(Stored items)
* * * * * * * * *

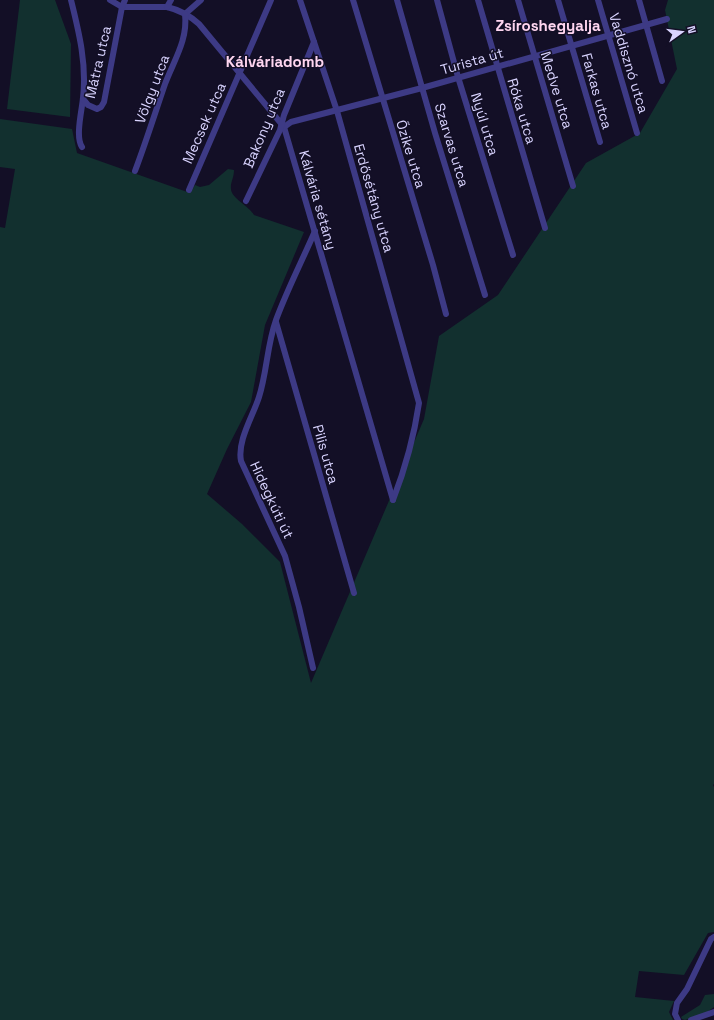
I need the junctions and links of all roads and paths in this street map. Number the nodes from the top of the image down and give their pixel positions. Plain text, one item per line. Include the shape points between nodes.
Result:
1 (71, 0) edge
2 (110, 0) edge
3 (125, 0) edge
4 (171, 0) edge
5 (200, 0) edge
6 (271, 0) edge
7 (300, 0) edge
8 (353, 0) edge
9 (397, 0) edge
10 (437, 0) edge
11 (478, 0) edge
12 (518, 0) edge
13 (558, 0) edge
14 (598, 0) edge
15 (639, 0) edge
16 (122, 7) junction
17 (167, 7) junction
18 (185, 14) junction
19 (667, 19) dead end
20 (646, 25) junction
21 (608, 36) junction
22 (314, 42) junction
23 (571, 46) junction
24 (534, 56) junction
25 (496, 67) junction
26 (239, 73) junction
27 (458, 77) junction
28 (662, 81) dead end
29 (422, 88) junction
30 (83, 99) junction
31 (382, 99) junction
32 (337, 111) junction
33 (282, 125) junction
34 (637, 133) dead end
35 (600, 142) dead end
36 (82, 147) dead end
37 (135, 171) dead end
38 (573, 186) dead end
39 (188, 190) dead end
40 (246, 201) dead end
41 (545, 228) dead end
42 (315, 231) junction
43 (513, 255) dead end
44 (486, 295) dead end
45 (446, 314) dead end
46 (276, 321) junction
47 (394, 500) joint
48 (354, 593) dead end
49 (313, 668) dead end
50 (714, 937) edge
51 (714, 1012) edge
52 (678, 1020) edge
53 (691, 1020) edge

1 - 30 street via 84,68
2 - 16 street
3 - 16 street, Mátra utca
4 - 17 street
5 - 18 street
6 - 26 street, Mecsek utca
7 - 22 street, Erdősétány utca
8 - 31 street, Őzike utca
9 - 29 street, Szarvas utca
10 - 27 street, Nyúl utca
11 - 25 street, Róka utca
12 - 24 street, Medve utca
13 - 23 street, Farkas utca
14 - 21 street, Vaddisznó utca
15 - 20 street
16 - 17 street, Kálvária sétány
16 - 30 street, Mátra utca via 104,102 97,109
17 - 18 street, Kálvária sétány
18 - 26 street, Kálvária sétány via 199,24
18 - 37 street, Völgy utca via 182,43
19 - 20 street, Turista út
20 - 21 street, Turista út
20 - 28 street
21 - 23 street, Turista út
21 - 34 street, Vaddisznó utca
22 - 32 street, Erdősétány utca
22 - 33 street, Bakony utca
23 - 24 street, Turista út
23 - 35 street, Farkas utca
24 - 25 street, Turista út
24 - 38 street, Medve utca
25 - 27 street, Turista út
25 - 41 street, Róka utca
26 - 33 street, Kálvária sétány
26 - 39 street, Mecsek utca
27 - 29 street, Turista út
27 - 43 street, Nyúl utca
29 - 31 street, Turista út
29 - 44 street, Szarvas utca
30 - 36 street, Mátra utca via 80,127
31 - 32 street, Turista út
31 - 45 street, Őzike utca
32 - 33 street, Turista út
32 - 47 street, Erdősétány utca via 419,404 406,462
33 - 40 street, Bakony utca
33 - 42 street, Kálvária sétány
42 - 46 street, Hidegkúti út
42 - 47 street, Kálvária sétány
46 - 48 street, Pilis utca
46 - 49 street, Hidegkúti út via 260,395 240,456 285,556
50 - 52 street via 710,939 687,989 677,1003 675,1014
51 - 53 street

* * * * * * * * *

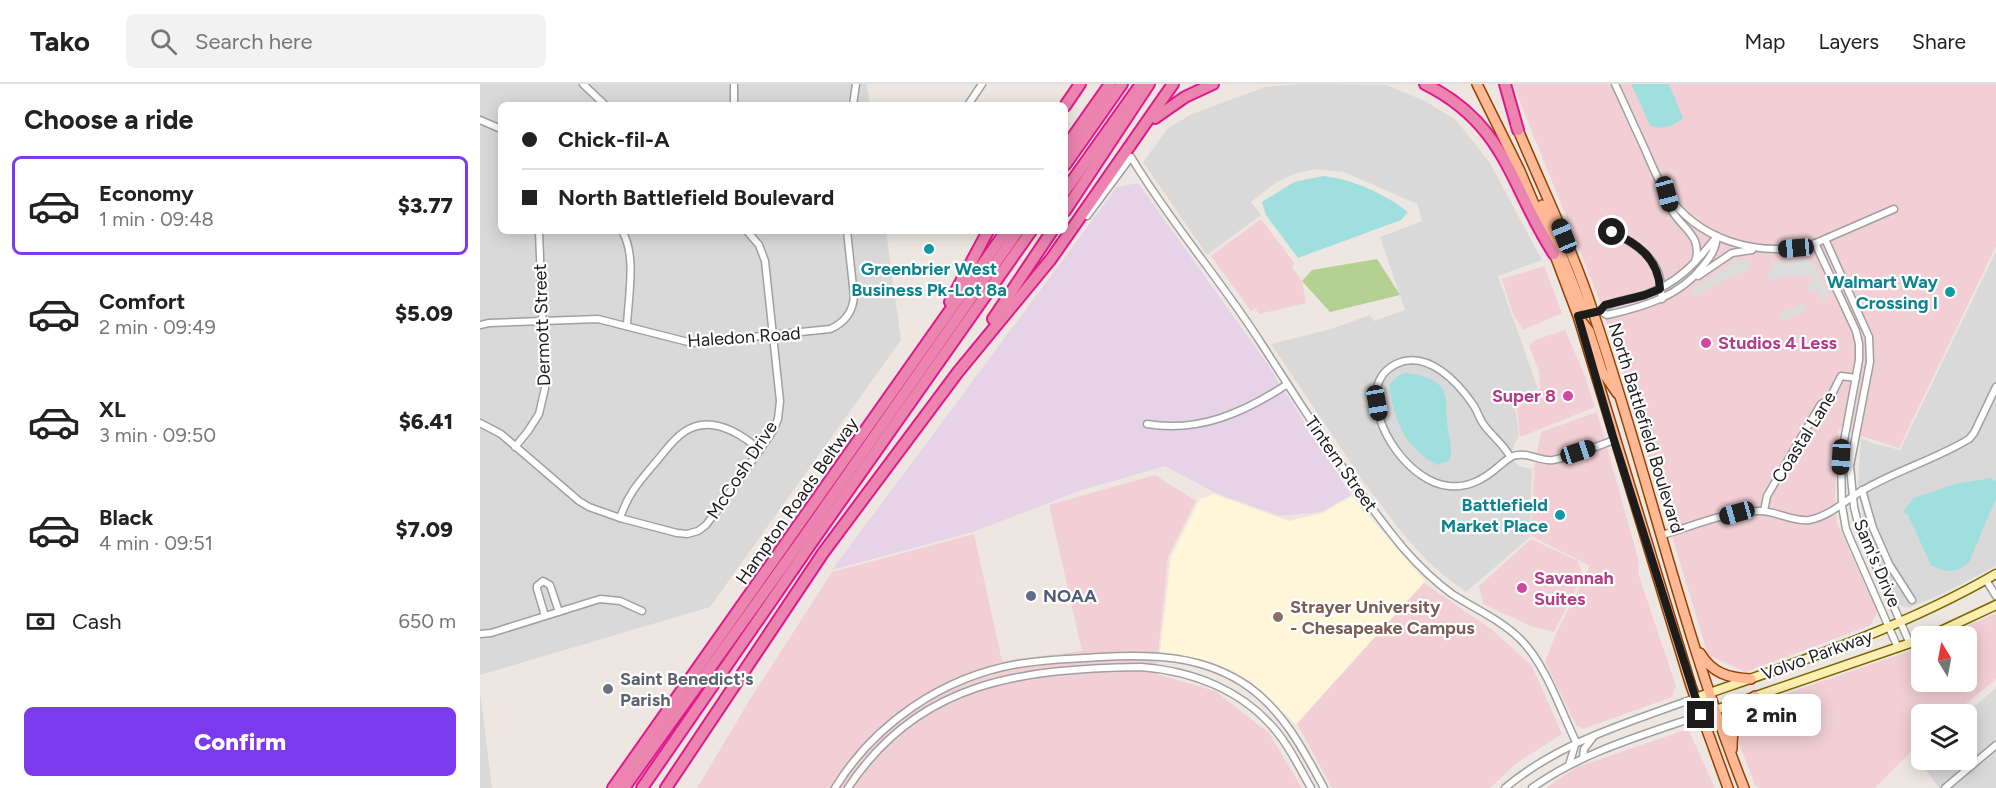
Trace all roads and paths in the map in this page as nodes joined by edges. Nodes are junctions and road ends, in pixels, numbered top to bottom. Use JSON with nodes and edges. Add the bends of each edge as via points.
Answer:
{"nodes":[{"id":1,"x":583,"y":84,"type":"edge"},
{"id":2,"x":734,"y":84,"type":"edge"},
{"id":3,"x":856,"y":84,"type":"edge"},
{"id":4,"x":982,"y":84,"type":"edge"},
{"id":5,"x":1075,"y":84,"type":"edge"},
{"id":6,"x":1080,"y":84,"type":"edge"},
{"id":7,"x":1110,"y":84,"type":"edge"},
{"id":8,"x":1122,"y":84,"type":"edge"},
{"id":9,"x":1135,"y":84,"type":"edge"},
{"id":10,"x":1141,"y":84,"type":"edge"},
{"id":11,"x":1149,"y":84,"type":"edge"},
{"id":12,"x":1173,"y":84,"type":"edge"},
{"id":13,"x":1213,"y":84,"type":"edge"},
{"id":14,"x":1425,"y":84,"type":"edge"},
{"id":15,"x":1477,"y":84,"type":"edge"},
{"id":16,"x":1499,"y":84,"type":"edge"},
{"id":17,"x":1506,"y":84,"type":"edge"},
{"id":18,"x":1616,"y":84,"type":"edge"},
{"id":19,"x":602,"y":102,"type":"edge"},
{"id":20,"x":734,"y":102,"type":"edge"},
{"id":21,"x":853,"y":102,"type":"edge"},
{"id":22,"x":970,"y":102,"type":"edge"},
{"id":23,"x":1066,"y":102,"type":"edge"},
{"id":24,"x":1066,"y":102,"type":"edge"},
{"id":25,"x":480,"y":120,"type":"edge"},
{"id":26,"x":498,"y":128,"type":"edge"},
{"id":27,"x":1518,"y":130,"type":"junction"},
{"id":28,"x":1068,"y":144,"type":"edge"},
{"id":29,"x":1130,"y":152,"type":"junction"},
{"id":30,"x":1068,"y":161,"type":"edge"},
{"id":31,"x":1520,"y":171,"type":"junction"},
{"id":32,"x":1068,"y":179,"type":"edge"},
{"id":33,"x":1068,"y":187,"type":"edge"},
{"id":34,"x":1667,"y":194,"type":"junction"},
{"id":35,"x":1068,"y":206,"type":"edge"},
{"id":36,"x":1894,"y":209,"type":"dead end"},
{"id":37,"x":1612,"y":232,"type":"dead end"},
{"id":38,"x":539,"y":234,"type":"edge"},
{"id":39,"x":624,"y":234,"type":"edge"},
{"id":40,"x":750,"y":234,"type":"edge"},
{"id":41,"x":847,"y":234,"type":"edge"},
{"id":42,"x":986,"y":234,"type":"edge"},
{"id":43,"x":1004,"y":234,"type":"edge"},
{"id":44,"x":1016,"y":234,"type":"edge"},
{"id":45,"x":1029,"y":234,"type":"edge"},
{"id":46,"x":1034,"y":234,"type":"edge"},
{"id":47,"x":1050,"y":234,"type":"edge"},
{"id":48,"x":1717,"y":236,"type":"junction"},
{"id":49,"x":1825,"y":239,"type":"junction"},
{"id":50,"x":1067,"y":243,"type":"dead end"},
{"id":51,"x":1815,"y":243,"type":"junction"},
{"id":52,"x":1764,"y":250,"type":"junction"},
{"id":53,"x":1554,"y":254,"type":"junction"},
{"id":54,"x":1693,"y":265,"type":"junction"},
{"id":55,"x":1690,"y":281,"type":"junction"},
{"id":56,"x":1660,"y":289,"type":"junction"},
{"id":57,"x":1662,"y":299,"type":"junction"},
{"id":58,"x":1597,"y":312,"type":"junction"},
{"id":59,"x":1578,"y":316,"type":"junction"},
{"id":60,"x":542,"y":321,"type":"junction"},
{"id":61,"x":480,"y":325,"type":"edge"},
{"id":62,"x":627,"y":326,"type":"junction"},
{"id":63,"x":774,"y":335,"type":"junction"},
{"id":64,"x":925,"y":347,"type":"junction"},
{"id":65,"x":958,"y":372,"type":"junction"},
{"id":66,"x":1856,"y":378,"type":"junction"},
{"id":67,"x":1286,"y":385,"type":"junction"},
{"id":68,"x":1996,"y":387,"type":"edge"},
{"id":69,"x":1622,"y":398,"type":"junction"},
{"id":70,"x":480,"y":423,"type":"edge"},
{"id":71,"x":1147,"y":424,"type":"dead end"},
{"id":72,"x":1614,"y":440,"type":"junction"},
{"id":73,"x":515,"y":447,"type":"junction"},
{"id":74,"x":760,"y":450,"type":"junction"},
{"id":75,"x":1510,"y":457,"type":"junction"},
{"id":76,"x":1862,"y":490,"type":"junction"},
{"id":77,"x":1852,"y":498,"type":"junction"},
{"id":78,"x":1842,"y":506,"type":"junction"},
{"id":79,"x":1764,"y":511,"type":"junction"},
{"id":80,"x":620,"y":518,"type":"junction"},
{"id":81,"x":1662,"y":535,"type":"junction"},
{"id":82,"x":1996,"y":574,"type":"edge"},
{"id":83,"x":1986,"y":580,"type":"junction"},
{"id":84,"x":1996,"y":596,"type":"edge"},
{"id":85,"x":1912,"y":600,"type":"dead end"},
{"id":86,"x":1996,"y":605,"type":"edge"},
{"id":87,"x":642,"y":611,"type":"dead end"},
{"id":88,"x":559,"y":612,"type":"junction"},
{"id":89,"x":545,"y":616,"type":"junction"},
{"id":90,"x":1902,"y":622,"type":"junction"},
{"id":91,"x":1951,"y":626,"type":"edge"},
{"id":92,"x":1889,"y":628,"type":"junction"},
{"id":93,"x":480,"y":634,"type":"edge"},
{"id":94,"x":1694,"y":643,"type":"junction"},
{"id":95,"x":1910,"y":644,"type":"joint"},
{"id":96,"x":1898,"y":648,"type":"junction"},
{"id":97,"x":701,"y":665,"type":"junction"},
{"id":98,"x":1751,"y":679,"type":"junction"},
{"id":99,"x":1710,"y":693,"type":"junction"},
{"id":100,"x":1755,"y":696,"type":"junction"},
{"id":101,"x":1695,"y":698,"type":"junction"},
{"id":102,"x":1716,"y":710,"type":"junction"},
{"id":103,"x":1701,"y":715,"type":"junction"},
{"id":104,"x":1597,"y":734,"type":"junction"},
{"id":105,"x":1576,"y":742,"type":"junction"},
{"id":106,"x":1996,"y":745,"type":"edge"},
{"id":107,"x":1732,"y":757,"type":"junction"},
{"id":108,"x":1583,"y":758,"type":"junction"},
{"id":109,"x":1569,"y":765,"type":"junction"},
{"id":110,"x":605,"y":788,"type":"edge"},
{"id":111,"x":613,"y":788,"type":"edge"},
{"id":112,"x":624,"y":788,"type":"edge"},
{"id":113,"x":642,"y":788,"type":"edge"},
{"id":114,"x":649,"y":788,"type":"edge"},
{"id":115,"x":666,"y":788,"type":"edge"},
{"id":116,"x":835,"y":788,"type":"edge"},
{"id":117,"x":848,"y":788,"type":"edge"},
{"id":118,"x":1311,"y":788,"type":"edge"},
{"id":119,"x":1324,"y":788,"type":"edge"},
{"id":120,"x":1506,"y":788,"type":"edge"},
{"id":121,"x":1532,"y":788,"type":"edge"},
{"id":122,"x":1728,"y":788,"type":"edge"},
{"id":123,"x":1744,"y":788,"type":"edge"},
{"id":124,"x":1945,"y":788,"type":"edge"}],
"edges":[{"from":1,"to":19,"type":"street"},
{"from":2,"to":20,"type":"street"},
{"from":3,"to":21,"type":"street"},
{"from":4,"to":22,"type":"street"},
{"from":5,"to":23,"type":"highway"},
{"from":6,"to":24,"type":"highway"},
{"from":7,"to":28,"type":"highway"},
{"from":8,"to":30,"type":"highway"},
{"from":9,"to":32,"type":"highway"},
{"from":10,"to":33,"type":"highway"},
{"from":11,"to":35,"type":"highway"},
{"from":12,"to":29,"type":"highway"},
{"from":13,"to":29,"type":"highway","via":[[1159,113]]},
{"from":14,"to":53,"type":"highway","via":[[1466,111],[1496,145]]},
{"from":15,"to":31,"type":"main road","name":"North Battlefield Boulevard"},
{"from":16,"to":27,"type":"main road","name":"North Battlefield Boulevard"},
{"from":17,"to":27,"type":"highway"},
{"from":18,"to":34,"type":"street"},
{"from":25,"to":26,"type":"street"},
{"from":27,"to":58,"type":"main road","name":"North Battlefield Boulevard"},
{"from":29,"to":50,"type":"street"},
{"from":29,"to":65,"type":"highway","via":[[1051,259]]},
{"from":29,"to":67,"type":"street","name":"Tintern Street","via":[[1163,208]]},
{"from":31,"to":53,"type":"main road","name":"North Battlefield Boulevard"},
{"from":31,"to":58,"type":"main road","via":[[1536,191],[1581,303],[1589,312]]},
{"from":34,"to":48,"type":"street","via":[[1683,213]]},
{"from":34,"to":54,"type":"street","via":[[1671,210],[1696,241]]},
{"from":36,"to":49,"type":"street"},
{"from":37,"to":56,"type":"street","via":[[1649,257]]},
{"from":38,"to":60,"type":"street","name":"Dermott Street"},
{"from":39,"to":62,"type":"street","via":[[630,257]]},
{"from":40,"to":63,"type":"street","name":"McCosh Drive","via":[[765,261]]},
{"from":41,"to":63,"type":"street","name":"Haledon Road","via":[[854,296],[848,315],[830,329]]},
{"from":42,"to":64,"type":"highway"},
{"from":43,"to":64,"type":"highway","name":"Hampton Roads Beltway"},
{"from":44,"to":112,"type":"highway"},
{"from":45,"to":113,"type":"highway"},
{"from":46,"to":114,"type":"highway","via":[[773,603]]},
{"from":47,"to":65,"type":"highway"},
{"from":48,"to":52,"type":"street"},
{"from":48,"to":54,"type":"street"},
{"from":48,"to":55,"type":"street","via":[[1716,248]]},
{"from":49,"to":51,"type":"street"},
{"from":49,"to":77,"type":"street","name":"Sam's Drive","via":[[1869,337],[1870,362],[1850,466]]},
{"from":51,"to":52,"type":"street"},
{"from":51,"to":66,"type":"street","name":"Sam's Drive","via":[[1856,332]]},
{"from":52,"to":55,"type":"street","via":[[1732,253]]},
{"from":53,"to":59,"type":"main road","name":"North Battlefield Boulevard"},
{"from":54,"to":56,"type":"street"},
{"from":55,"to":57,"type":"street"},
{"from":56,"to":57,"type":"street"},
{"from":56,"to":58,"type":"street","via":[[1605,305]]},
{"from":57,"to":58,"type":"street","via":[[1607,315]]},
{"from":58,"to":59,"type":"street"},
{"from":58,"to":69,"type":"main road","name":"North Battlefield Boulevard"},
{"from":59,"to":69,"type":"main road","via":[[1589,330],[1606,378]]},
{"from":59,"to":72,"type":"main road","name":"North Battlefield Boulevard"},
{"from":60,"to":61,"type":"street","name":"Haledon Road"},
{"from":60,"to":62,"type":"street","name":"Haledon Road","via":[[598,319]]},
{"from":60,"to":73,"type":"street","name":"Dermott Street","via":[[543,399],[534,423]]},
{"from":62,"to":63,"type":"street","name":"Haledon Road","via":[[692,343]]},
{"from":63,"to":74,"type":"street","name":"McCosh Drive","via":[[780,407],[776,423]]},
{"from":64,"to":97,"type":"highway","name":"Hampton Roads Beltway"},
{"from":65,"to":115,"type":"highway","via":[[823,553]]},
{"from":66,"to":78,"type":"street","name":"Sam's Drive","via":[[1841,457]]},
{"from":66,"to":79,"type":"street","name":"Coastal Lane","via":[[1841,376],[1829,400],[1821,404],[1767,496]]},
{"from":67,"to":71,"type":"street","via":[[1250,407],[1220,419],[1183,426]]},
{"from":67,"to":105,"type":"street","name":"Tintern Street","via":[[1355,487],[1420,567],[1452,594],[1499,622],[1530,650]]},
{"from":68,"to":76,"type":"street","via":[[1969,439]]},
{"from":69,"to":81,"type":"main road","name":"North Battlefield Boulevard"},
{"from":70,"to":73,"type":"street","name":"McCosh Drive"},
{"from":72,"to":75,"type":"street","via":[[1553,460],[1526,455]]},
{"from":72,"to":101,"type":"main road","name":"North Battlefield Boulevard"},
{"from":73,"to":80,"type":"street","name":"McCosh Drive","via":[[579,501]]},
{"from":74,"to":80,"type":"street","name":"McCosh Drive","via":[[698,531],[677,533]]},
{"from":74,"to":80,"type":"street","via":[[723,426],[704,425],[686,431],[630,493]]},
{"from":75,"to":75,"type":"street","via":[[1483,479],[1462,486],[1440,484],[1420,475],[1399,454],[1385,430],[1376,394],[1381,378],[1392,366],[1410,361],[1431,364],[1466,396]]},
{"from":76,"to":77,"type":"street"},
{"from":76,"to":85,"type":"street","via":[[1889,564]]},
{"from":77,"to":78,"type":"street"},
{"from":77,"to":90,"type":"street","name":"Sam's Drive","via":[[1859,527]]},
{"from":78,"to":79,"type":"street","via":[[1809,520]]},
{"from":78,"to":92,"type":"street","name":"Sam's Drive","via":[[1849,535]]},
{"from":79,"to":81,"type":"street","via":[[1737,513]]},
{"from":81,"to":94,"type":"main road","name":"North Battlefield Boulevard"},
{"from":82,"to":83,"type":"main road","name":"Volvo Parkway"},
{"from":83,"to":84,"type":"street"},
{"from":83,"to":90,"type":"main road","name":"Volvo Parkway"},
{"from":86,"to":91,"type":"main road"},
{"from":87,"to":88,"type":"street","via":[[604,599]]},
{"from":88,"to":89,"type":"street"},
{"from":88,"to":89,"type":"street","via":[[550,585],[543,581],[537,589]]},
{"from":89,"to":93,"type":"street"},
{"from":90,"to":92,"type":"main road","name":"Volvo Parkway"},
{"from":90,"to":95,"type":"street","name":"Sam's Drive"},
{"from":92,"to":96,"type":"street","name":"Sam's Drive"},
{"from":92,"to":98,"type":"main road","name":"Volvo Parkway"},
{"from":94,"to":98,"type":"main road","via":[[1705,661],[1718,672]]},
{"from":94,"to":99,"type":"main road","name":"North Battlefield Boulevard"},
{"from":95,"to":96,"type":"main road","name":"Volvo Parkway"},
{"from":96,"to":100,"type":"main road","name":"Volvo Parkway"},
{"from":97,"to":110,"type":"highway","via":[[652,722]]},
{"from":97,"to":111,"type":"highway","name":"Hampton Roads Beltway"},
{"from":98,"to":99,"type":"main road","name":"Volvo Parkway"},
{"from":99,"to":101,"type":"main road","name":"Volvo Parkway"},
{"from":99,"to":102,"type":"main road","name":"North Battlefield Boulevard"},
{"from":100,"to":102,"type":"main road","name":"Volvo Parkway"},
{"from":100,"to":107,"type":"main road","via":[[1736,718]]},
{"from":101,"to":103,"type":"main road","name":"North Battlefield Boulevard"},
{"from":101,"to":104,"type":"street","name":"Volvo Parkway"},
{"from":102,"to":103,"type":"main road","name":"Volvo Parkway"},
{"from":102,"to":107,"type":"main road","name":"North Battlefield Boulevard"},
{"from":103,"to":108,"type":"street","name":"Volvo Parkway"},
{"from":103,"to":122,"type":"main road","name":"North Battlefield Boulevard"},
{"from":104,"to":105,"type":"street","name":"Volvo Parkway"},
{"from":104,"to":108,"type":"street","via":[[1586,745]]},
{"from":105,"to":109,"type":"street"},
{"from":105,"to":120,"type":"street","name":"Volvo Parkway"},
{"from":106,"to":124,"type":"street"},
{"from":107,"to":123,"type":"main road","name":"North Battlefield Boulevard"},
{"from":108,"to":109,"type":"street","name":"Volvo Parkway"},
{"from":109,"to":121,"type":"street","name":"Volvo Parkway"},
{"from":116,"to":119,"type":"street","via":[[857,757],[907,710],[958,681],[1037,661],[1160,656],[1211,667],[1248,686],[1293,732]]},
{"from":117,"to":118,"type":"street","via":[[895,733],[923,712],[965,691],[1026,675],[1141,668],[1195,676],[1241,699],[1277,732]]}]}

* * * * * * * * *

■ ASSIGNMENT: Copy here each line of the preceding records with "joint" in it.

■ WRITTEN ANSWER:
47 (394, 500) joint
{"id":95,"x":1910,"y":644,"type":"joint"},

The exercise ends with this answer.